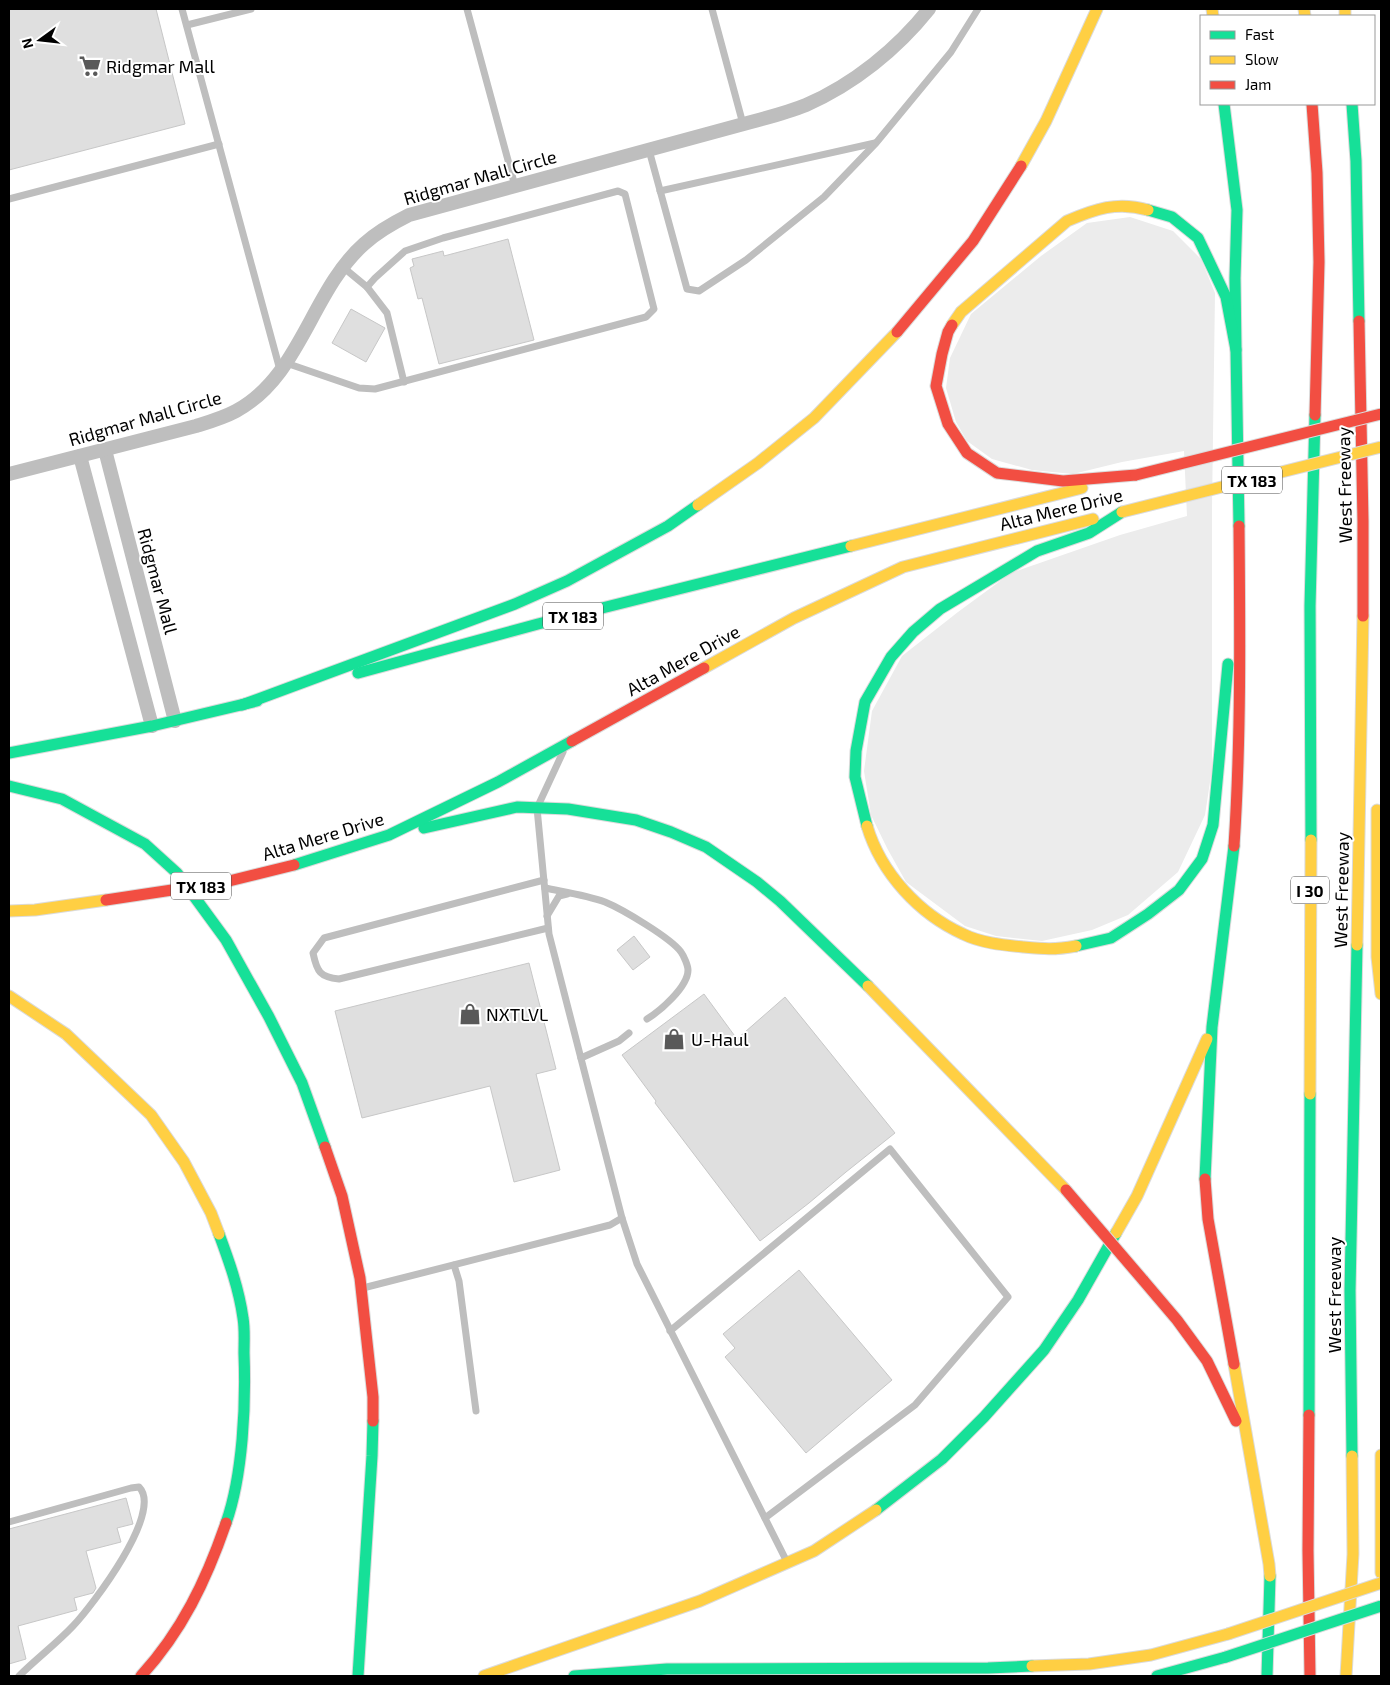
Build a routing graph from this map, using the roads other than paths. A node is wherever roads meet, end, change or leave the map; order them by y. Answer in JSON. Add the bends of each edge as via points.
============================================================
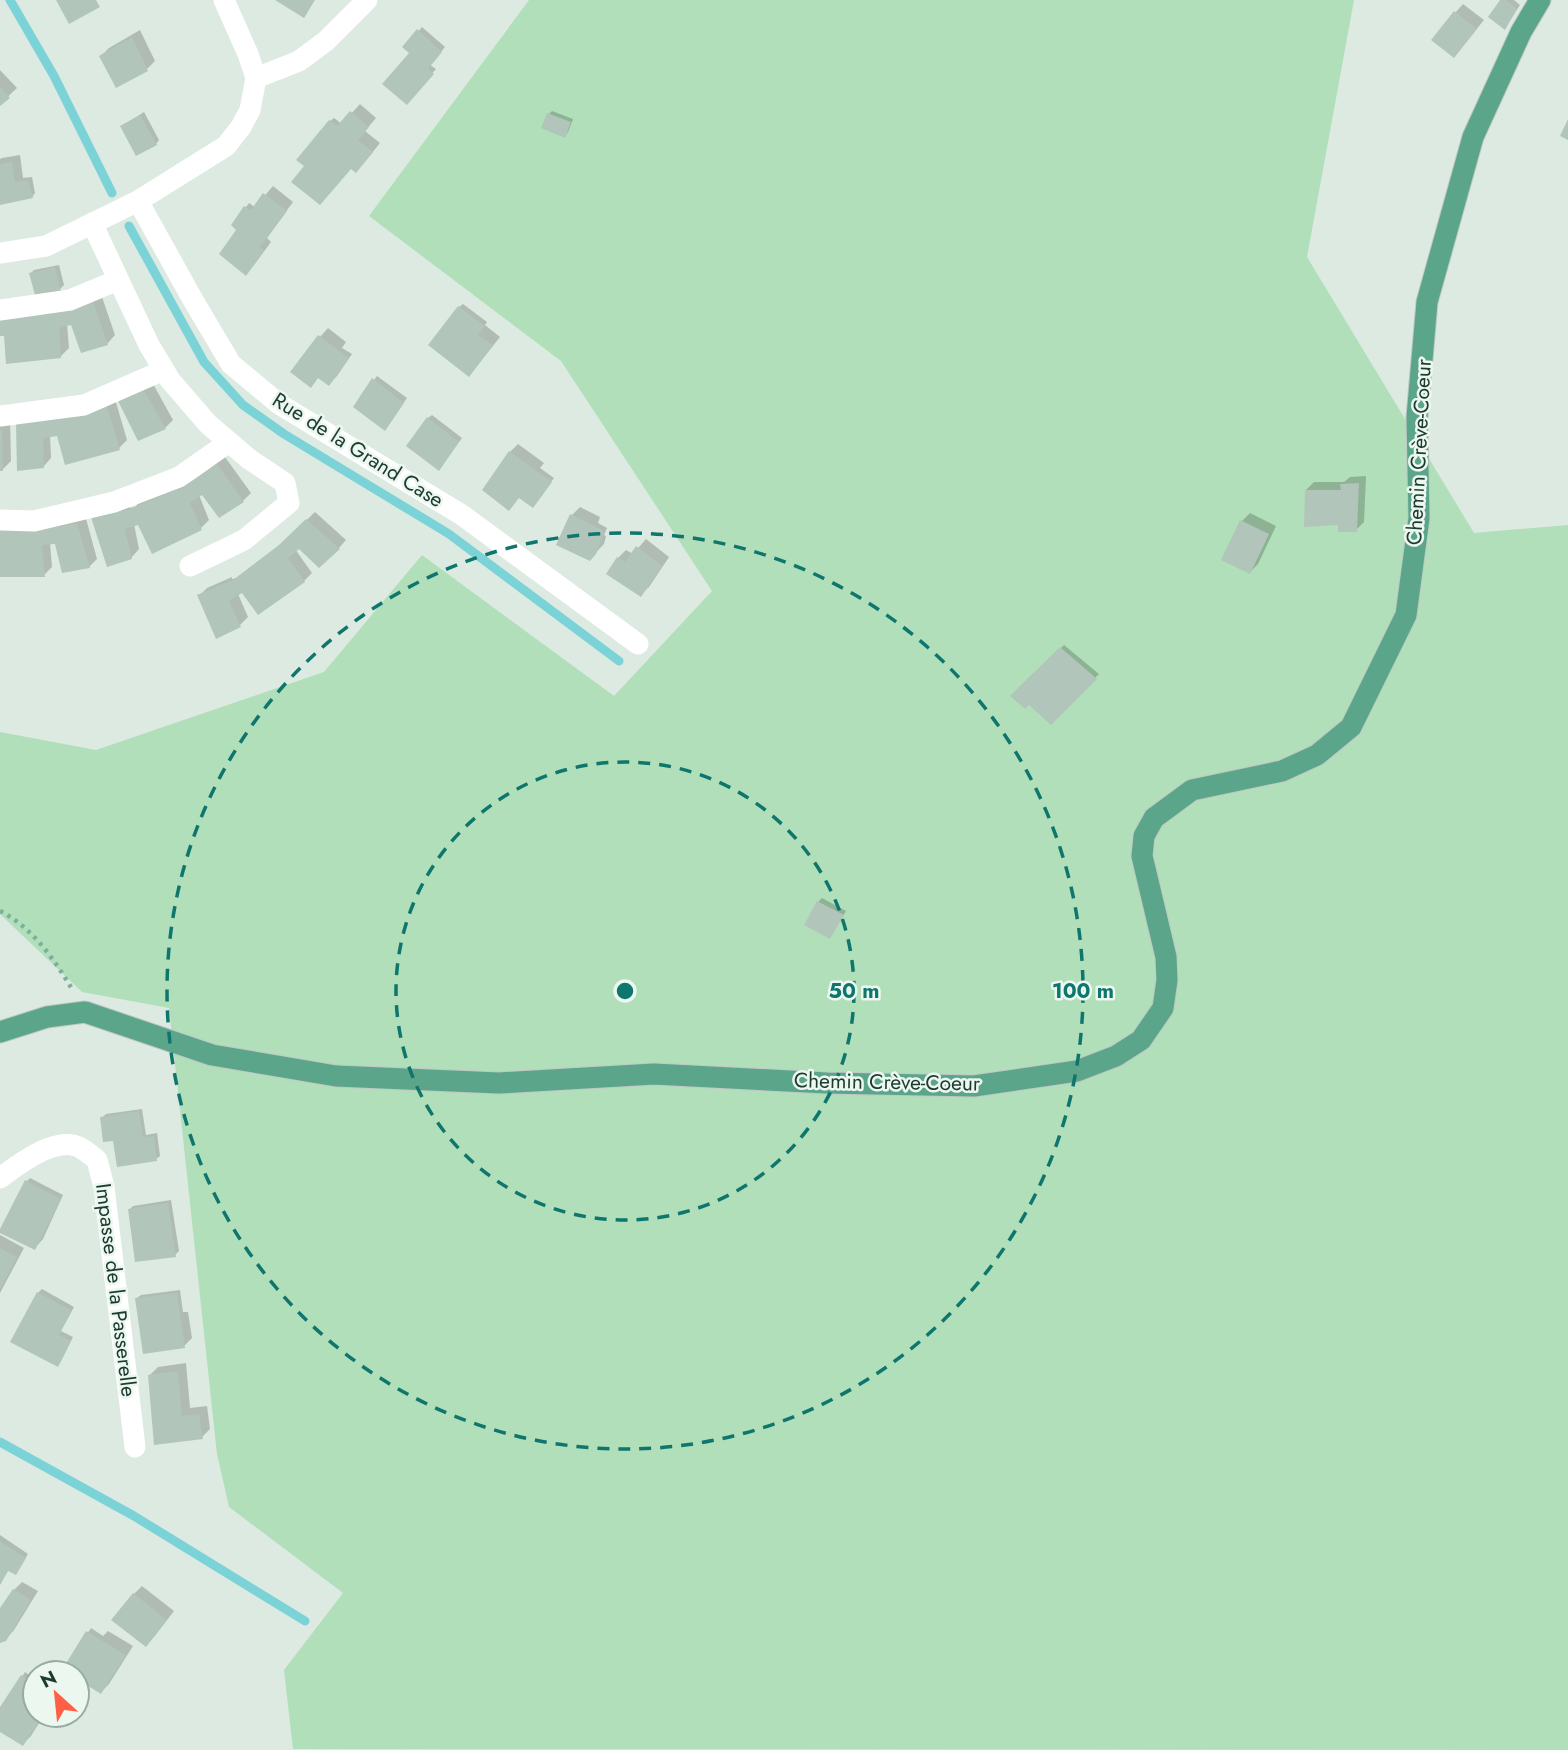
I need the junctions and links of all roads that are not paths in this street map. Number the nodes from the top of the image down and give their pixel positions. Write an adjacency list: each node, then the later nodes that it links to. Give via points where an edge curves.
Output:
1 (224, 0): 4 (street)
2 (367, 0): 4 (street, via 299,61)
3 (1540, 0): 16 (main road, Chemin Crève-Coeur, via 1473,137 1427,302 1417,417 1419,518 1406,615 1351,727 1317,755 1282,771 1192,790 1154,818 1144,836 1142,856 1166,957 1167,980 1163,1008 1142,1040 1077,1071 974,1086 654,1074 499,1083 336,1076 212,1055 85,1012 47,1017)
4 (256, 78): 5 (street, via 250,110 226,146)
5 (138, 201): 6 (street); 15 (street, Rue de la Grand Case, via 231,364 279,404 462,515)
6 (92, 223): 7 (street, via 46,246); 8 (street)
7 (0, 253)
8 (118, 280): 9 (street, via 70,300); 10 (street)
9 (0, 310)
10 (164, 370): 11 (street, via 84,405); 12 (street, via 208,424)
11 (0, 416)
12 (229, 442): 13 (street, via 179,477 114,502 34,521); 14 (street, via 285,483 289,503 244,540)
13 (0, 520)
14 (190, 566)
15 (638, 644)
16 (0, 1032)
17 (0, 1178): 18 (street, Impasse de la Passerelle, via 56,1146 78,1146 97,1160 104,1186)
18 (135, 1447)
============================================================
[Action item] Using the listing above, locate the lines that hold "points" and copy each one.

[Result]
Build a routing graph from this map, using the roads other than paths. A node is wherever roads meet, end, change or leave the map; order them by y. Answer in JSON. Add the bends of each edge as via points.
I need the junctions and links of all roads that are not paths in this street map. Number the nodes from the top of the image down and give their pixel positions. Write an adjacency list: each node, then the later nodes that it links to. Give via points where an edge curves.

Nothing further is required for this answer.